Yes. But I don't care if they become available through the main API. Simply using the same classes is what I care about.
That is what I was having in mind -- I actually do not want them to become available as part of the main API: would make it even slower and more bloated. But reusing more of existing standardization of input API specification is IMHO would be great (I always felt that way while expressing my confusion about new constructs as plugins, procedures etc doing a similar thing but not re-using existing machinery), and extending it with expected output spec (json schemas/validator?) and mix-in in such extractor's API class which they should implement, sounds like a good idea.
I wondered also if right away we could marry our Interface specification with the config. I guess this desire to turn them into commands could have been triggered by desire to make them parametric, e.g. "treat or not derivatives for BIDS dataset", "custom fields to exclude/include while processing DICOMS" etc -- i.e. all that we now hard code. In such cases it makes sense to be able to specify all those not only via cmdline but to be able to prescribe them in the config, since typically those are to persist per dataset.

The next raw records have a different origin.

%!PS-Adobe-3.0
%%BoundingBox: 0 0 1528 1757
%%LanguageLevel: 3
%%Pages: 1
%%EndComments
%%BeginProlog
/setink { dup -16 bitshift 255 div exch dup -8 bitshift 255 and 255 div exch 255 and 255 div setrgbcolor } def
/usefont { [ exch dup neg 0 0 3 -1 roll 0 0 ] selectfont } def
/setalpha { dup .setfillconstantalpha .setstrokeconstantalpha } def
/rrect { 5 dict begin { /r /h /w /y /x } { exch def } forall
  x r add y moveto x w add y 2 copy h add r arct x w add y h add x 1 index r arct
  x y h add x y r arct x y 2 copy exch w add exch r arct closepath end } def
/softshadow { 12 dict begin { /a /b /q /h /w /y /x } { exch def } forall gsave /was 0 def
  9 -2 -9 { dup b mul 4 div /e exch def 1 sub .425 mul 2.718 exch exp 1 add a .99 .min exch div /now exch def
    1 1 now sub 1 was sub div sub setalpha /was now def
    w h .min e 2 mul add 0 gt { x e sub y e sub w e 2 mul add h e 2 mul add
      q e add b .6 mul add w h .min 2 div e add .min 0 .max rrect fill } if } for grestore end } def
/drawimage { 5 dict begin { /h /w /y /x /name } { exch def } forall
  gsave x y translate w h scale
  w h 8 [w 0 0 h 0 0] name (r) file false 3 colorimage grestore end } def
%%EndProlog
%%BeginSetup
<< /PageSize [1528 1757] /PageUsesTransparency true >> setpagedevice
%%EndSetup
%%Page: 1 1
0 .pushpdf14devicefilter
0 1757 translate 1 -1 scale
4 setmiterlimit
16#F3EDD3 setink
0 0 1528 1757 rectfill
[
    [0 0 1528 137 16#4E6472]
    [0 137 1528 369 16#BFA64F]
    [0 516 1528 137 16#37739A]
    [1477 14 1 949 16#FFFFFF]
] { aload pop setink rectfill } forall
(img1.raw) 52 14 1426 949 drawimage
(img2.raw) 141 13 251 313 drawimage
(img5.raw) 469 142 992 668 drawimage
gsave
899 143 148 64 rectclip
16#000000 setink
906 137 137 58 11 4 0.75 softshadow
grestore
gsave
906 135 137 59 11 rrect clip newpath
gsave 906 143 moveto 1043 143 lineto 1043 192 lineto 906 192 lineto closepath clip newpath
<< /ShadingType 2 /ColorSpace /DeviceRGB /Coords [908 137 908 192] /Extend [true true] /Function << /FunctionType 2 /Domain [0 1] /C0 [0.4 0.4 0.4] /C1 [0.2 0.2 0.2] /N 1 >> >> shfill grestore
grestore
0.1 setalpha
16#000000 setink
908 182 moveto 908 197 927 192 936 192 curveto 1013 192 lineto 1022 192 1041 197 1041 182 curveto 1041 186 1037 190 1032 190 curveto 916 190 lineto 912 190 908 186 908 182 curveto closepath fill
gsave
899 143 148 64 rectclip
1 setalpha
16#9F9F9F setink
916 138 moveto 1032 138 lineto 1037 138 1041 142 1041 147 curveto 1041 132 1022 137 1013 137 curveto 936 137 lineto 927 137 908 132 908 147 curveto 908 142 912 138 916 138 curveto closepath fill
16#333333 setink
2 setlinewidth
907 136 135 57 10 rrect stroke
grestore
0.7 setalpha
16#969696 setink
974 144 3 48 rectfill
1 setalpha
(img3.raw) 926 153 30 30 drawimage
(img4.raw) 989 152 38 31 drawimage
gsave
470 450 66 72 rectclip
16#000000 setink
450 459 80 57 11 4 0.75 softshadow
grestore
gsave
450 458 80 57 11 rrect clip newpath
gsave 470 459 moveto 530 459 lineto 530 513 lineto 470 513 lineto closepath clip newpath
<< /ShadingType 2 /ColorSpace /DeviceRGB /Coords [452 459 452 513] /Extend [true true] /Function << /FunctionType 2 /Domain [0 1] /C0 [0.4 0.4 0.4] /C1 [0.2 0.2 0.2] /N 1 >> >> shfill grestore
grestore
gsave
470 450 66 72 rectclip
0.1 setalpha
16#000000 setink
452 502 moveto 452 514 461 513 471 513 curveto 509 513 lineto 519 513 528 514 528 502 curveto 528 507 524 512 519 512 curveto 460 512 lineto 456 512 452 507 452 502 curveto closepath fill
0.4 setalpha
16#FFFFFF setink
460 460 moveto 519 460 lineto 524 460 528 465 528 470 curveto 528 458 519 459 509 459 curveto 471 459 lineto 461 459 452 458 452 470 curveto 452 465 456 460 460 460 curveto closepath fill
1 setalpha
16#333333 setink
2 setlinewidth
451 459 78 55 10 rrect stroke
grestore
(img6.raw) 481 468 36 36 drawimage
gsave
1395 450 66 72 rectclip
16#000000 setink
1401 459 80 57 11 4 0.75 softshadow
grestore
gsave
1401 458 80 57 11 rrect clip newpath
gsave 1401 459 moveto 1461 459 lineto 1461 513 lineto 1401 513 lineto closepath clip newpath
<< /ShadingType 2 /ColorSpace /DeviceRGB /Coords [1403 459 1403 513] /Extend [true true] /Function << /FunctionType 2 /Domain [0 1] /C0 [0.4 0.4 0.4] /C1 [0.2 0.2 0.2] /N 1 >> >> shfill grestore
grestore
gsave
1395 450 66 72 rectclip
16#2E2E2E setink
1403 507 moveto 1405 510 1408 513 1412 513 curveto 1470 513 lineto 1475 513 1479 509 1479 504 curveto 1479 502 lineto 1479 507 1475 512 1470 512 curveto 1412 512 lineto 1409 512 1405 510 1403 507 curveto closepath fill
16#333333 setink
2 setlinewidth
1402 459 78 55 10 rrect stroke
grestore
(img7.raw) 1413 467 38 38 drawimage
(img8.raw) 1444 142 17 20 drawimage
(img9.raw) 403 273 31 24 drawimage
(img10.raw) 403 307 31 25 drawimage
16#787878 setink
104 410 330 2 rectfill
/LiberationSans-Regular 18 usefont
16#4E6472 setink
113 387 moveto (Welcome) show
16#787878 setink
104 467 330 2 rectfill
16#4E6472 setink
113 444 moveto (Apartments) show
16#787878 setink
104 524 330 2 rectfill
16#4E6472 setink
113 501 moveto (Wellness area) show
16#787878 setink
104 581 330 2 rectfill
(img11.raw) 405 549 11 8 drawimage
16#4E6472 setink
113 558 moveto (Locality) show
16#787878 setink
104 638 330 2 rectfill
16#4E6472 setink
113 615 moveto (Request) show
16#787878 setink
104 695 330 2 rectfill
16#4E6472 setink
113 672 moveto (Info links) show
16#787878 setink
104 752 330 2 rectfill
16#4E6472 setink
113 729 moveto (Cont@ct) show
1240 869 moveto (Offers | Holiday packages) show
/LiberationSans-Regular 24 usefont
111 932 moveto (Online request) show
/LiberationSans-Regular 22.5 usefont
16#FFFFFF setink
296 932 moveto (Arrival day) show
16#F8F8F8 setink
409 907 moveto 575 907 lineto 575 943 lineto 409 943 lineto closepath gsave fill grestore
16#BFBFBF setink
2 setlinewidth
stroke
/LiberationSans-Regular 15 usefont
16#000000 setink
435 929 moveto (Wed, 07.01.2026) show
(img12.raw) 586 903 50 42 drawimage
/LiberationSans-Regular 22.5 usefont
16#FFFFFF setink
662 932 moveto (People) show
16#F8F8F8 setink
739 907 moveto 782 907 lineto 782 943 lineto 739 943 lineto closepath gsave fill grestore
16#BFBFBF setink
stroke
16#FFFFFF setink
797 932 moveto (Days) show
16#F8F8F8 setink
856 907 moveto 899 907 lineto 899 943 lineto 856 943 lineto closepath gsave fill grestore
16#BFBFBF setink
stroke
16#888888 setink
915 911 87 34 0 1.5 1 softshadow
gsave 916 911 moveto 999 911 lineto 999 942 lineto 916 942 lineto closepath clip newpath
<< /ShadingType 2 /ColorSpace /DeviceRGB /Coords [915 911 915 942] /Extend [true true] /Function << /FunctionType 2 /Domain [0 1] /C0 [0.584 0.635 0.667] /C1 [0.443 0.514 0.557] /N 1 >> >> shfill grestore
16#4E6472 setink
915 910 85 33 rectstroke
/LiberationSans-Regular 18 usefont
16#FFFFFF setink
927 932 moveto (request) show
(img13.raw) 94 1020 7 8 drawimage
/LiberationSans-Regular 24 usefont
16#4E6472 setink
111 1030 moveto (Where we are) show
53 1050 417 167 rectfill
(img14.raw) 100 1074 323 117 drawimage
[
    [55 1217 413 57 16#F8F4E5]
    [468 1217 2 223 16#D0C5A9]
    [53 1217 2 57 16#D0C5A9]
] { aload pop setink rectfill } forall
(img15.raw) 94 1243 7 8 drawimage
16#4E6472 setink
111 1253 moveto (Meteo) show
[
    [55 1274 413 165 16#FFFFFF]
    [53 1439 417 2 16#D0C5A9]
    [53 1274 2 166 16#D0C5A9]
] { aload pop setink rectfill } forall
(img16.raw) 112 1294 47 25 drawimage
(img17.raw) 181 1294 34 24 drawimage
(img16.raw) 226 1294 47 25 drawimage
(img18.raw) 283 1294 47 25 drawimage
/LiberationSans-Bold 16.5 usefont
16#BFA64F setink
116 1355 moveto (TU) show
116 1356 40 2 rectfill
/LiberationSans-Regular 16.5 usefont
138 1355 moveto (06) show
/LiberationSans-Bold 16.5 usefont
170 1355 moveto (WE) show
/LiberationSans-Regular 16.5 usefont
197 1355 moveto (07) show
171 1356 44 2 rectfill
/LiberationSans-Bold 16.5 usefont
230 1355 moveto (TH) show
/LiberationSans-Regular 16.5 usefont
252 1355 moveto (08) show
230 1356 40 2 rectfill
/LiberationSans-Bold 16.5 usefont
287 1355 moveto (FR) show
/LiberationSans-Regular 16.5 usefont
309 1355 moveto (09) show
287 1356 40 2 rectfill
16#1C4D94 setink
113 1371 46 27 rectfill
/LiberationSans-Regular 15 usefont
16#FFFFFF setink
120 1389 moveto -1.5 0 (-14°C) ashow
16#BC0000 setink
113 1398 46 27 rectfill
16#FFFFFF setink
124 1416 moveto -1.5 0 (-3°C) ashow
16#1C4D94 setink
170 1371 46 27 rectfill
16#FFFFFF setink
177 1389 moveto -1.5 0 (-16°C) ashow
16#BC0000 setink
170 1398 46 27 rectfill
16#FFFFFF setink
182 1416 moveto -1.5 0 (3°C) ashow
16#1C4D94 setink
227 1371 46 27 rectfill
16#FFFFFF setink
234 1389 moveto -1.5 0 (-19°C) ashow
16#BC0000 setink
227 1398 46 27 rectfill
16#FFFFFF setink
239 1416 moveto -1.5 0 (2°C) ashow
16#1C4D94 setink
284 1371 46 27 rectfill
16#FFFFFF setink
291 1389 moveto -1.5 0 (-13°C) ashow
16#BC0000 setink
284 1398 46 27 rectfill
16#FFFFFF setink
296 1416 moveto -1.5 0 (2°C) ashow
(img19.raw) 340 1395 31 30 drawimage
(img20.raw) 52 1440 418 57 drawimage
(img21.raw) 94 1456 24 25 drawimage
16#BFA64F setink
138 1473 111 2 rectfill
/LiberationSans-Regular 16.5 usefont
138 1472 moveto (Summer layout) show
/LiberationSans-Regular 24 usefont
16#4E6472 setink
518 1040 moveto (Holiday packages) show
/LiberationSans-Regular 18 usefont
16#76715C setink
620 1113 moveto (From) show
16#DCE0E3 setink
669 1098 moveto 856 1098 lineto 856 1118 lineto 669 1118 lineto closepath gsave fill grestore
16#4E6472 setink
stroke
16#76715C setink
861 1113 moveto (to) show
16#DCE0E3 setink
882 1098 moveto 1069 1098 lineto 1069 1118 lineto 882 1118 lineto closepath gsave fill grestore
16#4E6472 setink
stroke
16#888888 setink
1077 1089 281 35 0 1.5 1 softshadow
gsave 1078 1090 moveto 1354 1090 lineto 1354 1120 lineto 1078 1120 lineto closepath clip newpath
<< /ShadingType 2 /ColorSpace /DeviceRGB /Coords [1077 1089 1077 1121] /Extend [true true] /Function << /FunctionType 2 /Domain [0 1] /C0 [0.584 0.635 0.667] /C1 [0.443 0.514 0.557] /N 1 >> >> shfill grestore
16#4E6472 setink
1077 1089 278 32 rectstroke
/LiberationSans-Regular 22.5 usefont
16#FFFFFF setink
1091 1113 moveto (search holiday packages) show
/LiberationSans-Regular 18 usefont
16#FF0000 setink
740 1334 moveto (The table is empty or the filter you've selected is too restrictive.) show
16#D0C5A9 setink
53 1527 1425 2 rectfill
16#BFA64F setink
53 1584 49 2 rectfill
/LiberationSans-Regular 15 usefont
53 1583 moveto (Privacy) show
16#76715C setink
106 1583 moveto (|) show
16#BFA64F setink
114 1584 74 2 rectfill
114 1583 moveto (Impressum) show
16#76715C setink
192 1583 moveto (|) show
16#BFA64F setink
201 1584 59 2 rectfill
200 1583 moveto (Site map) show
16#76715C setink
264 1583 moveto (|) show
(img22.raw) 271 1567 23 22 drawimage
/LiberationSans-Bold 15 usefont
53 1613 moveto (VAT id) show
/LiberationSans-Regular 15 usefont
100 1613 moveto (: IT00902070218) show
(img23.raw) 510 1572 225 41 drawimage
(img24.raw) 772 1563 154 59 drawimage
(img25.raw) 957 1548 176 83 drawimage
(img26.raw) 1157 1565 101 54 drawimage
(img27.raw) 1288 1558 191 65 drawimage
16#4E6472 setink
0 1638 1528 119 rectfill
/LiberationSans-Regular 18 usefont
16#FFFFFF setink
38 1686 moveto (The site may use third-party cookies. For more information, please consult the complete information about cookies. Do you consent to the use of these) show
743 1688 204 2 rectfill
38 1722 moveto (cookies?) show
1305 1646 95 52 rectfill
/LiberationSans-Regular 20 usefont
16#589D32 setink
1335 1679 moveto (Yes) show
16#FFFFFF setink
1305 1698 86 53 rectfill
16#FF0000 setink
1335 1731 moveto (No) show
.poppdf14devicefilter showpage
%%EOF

With that in mind, although possibly somewhat only tangentially related, I think we should also enhance our "API builder" to automate interfacing sub-commands. E.g. similarish to click's groups: https://click.palletsprojects.com/en/7.x/commands/ and somewhat mimicing current "datalad siblings [-s|--name NAME] [ACTION]" behavior.
Here it could be datalad metadata-extractors
which would list available and/or enabled extractors if no specific one specified. Actions could be similar to siblings -- "query" (default), "run", and even conveniences like "enable", "disable".
If we had such groupping available, then it could be extended even to the extensions so there is "datalad containers [run/..]." (with list
being pretty much the default action "query")
With that in mind, although possibly somewhat only tangentially related, I think we should also enhance our "API builder" to automate interfacing sub-commands
GitMate.io thinks a possibly related issue is datalad/datalad#2729 (API: composite command).
Cool, so we all agree!
Plan:
With datalad/datalad#3134 there is now a single API command extract_metadata
that takes care of any extraction-related functionality (in contrast to aggregation, and access of aggregated metadata). I am now exploring whether it would be sensible and/or useful to make individual extractors commands too.
Hi @mih. Is that something already supported by datalad-metalad and we should just retag (or just refile and close) into datalad-metalad.
Use case: https://github.com/datalad/datalad-metalad/issues/55 which would need an R stack with many dependencies to extract metadata, so containers come to mind!
I started RF'ing the metadata code base. I increasingly dislike the special status of the extractors. They are essentially generators that yield JSON-serializable records -- just like any other command. Why not make them regular commands?
We would just need to define a minimal API that any extractor has to be compliant with.